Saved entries

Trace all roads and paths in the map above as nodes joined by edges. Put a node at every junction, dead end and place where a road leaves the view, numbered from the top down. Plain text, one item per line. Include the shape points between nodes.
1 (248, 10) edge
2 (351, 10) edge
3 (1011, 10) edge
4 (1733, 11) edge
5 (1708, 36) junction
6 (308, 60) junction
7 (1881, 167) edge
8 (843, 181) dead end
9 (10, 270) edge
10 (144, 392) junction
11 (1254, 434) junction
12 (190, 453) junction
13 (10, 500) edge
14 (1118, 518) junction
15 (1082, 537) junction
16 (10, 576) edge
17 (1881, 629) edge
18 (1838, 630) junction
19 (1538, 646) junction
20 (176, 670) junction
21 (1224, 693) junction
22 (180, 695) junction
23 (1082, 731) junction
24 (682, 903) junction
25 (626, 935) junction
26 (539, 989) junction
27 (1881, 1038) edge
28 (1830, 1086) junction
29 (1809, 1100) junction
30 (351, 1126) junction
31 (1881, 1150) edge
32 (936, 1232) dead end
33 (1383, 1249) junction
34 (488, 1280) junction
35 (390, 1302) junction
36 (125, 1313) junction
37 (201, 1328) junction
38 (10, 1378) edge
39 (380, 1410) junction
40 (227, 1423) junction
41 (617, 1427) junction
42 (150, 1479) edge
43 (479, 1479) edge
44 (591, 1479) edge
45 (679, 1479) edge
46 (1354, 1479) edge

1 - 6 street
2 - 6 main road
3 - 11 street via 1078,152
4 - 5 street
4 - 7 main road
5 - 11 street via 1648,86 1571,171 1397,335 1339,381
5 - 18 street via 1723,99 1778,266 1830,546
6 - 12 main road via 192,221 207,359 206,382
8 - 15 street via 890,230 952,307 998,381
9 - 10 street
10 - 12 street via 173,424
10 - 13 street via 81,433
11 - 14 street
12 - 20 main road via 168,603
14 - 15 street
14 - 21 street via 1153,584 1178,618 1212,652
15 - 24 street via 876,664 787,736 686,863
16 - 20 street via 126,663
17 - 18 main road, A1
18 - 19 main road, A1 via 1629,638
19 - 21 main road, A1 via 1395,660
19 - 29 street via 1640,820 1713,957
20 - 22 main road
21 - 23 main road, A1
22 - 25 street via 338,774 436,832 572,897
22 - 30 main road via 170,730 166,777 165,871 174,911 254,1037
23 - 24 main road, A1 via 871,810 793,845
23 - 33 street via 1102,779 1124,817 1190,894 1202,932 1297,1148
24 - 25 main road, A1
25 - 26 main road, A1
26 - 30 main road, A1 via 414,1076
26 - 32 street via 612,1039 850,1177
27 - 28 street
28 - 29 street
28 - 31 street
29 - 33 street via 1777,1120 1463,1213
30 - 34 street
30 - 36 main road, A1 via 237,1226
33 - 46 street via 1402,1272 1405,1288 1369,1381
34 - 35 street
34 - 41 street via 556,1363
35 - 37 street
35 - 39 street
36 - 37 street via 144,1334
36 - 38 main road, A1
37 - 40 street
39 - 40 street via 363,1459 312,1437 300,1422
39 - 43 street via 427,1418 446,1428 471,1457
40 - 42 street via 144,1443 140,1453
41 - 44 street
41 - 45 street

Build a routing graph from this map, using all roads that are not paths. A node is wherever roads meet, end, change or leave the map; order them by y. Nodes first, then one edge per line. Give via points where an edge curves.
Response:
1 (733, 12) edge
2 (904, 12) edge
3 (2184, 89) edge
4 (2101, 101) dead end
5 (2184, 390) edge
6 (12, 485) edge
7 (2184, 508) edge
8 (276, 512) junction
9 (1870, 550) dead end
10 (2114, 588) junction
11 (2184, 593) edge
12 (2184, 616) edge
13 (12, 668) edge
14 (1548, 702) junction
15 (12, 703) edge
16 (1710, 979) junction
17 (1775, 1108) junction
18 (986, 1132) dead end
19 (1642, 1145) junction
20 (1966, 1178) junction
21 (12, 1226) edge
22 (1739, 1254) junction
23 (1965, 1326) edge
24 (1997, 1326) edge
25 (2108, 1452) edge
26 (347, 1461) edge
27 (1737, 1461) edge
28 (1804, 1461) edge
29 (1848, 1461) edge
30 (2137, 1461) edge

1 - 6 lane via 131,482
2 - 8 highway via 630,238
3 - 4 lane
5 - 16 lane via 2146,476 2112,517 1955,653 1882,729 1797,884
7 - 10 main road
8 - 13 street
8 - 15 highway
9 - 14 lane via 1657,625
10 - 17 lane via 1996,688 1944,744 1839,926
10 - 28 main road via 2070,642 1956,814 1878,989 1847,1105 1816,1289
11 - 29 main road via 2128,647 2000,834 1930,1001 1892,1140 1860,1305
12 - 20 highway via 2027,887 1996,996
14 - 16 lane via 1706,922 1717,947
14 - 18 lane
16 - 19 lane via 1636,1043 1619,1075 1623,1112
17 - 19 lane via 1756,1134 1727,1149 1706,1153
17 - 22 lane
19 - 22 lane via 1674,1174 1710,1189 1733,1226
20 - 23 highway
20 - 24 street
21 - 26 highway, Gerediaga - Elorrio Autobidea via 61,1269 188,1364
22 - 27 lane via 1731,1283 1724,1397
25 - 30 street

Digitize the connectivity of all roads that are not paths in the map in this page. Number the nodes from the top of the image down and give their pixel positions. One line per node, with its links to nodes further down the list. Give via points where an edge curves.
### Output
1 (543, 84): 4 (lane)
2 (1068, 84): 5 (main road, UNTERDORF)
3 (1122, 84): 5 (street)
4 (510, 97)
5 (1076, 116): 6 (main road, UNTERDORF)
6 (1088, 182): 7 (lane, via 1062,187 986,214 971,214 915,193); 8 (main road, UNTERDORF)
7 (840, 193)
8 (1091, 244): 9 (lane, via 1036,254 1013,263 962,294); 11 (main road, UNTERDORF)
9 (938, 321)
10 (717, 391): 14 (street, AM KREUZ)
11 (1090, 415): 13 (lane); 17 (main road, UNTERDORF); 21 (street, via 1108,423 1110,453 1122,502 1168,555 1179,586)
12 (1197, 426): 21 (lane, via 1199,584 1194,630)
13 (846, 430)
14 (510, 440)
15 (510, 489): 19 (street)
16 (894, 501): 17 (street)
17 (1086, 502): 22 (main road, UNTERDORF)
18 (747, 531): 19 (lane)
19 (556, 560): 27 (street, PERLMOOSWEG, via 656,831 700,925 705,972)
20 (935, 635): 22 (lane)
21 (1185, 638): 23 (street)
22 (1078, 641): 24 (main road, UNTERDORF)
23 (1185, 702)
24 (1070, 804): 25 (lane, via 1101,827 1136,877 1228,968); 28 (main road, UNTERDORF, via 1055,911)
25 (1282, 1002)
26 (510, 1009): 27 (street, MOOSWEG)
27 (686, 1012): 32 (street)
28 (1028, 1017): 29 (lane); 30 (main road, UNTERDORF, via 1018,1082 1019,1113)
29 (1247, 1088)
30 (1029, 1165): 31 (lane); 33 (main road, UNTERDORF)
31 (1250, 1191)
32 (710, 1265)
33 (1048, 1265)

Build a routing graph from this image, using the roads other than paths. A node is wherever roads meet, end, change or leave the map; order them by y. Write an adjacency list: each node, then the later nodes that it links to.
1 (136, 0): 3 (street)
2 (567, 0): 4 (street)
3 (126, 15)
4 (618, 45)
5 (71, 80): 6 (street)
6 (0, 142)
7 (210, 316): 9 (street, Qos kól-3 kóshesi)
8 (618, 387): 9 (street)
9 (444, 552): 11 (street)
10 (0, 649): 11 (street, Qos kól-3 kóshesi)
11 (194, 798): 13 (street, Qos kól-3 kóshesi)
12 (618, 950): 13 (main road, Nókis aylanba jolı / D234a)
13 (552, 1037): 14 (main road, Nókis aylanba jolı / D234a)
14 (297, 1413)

▶ **EXERCISE**
Please copy each line above exactly as written.

▶ **SOLVED EXERCISE**
Trace all roads and paths in the map above as nodes joined by edges. Put a node at every junction, dead end and place where a road leaves the view, numbered from the top down. Plain text, one item per line. Include the shape points between nodes.
1 (248, 10) edge
2 (351, 10) edge
3 (1011, 10) edge
4 (1733, 11) edge
5 (1708, 36) junction
6 (308, 60) junction
7 (1881, 167) edge
8 (843, 181) dead end
9 (10, 270) edge
10 (144, 392) junction
11 (1254, 434) junction
12 (190, 453) junction
13 (10, 500) edge
14 (1118, 518) junction
15 (1082, 537) junction
16 (10, 576) edge
17 (1881, 629) edge
18 (1838, 630) junction
19 (1538, 646) junction
20 (176, 670) junction
21 (1224, 693) junction
22 (180, 695) junction
23 (1082, 731) junction
24 (682, 903) junction
25 (626, 935) junction
26 (539, 989) junction
27 (1881, 1038) edge
28 (1830, 1086) junction
29 (1809, 1100) junction
30 (351, 1126) junction
31 (1881, 1150) edge
32 (936, 1232) dead end
33 (1383, 1249) junction
34 (488, 1280) junction
35 (390, 1302) junction
36 (125, 1313) junction
37 (201, 1328) junction
38 (10, 1378) edge
39 (380, 1410) junction
40 (227, 1423) junction
41 (617, 1427) junction
42 (150, 1479) edge
43 (479, 1479) edge
44 (591, 1479) edge
45 (679, 1479) edge
46 (1354, 1479) edge

1 - 6 street
2 - 6 main road
3 - 11 street via 1078,152
4 - 5 street
4 - 7 main road
5 - 11 street via 1648,86 1571,171 1397,335 1339,381
5 - 18 street via 1723,99 1778,266 1830,546
6 - 12 main road via 192,221 207,359 206,382
8 - 15 street via 890,230 952,307 998,381
9 - 10 street
10 - 12 street via 173,424
10 - 13 street via 81,433
11 - 14 street
12 - 20 main road via 168,603
14 - 15 street
14 - 21 street via 1153,584 1178,618 1212,652
15 - 24 street via 876,664 787,736 686,863
16 - 20 street via 126,663
17 - 18 main road, A1
18 - 19 main road, A1 via 1629,638
19 - 21 main road, A1 via 1395,660
19 - 29 street via 1640,820 1713,957
20 - 22 main road
21 - 23 main road, A1
22 - 25 street via 338,774 436,832 572,897
22 - 30 main road via 170,730 166,777 165,871 174,911 254,1037
23 - 24 main road, A1 via 871,810 793,845
23 - 33 street via 1102,779 1124,817 1190,894 1202,932 1297,1148
24 - 25 main road, A1
25 - 26 main road, A1
26 - 30 main road, A1 via 414,1076
26 - 32 street via 612,1039 850,1177
27 - 28 street
28 - 29 street
28 - 31 street
29 - 33 street via 1777,1120 1463,1213
30 - 34 street
30 - 36 main road, A1 via 237,1226
33 - 46 street via 1402,1272 1405,1288 1369,1381
34 - 35 street
34 - 41 street via 556,1363
35 - 37 street
35 - 39 street
36 - 37 street via 144,1334
36 - 38 main road, A1
37 - 40 street
39 - 40 street via 363,1459 312,1437 300,1422
39 - 43 street via 427,1418 446,1428 471,1457
40 - 42 street via 144,1443 140,1453
41 - 44 street
41 - 45 street

Build a routing graph from this map, using all roads that are not paths. A node is wherever roads meet, end, change or leave the map; order them by y. Nodes first, then one edge per line. Give via points where an edge curves.
Response:
1 (733, 12) edge
2 (904, 12) edge
3 (2184, 89) edge
4 (2101, 101) dead end
5 (2184, 390) edge
6 (12, 485) edge
7 (2184, 508) edge
8 (276, 512) junction
9 (1870, 550) dead end
10 (2114, 588) junction
11 (2184, 593) edge
12 (2184, 616) edge
13 (12, 668) edge
14 (1548, 702) junction
15 (12, 703) edge
16 (1710, 979) junction
17 (1775, 1108) junction
18 (986, 1132) dead end
19 (1642, 1145) junction
20 (1966, 1178) junction
21 (12, 1226) edge
22 (1739, 1254) junction
23 (1965, 1326) edge
24 (1997, 1326) edge
25 (2108, 1452) edge
26 (347, 1461) edge
27 (1737, 1461) edge
28 (1804, 1461) edge
29 (1848, 1461) edge
30 (2137, 1461) edge

1 - 6 lane via 131,482
2 - 8 highway via 630,238
3 - 4 lane
5 - 16 lane via 2146,476 2112,517 1955,653 1882,729 1797,884
7 - 10 main road
8 - 13 street
8 - 15 highway
9 - 14 lane via 1657,625
10 - 17 lane via 1996,688 1944,744 1839,926
10 - 28 main road via 2070,642 1956,814 1878,989 1847,1105 1816,1289
11 - 29 main road via 2128,647 2000,834 1930,1001 1892,1140 1860,1305
12 - 20 highway via 2027,887 1996,996
14 - 16 lane via 1706,922 1717,947
14 - 18 lane
16 - 19 lane via 1636,1043 1619,1075 1623,1112
17 - 19 lane via 1756,1134 1727,1149 1706,1153
17 - 22 lane
19 - 22 lane via 1674,1174 1710,1189 1733,1226
20 - 23 highway
20 - 24 street
21 - 26 highway, Gerediaga - Elorrio Autobidea via 61,1269 188,1364
22 - 27 lane via 1731,1283 1724,1397
25 - 30 street

Digitize the connectivity of all roads that are not paths in the map in this page. Number the nodes from the top of the image down and give their pixel positions. One line per node, with its links to nodes further down the list. Give via points where an edge curves.
### Output
1 (543, 84): 4 (lane)
2 (1068, 84): 5 (main road, UNTERDORF)
3 (1122, 84): 5 (street)
4 (510, 97)
5 (1076, 116): 6 (main road, UNTERDORF)
6 (1088, 182): 7 (lane, via 1062,187 986,214 971,214 915,193); 8 (main road, UNTERDORF)
7 (840, 193)
8 (1091, 244): 9 (lane, via 1036,254 1013,263 962,294); 11 (main road, UNTERDORF)
9 (938, 321)
10 (717, 391): 14 (street, AM KREUZ)
11 (1090, 415): 13 (lane); 17 (main road, UNTERDORF); 21 (street, via 1108,423 1110,453 1122,502 1168,555 1179,586)
12 (1197, 426): 21 (lane, via 1199,584 1194,630)
13 (846, 430)
14 (510, 440)
15 (510, 489): 19 (street)
16 (894, 501): 17 (street)
17 (1086, 502): 22 (main road, UNTERDORF)
18 (747, 531): 19 (lane)
19 (556, 560): 27 (street, PERLMOOSWEG, via 656,831 700,925 705,972)
20 (935, 635): 22 (lane)
21 (1185, 638): 23 (street)
22 (1078, 641): 24 (main road, UNTERDORF)
23 (1185, 702)
24 (1070, 804): 25 (lane, via 1101,827 1136,877 1228,968); 28 (main road, UNTERDORF, via 1055,911)
25 (1282, 1002)
26 (510, 1009): 27 (street, MOOSWEG)
27 (686, 1012): 32 (street)
28 (1028, 1017): 29 (lane); 30 (main road, UNTERDORF, via 1018,1082 1019,1113)
29 (1247, 1088)
30 (1029, 1165): 31 (lane); 33 (main road, UNTERDORF)
31 (1250, 1191)
32 (710, 1265)
33 (1048, 1265)

Build a routing graph from this image, using the roads other than paths. A node is wherever roads meet, end, change or leave the map; order them by y. Write an adjacency list: each node, then the later nodes that it links to.
1 (136, 0): 3 (street)
2 (567, 0): 4 (street)
3 (126, 15)
4 (618, 45)
5 (71, 80): 6 (street)
6 (0, 142)
7 (210, 316): 9 (street, Qos kól-3 kóshesi)
8 (618, 387): 9 (street)
9 (444, 552): 11 (street)
10 (0, 649): 11 (street, Qos kól-3 kóshesi)
11 (194, 798): 13 (street, Qos kól-3 kóshesi)
12 (618, 950): 13 (main road, Nókis aylanba jolı / D234a)
13 (552, 1037): 14 (main road, Nókis aylanba jolı / D234a)
14 (297, 1413)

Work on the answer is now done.